Work request: From the entries that follow, extract each line holding the string "hand".

┄┄┄┄┄┄┄┄┄┄┄┄┄┄┄┄┄┄┄┄

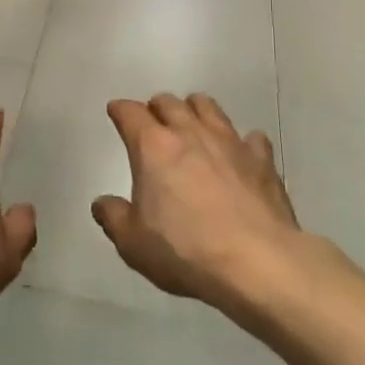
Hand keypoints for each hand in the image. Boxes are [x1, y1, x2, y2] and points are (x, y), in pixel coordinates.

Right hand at [94, 94, 327, 316]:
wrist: (257, 263)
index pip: (129, 112)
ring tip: (193, 127)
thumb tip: (102, 203)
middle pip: (168, 101)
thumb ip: (113, 217)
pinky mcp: (261, 159)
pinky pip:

┄┄┄┄┄┄┄┄┄┄┄┄┄┄┄┄┄┄┄┄

Problem solution:
Hand keypoints for each hand in the image. Boxes are [x1, y1, x2, y2] and points are (x, y), in pixel coordinates.
Right hand at [94, 94, 327, 316]:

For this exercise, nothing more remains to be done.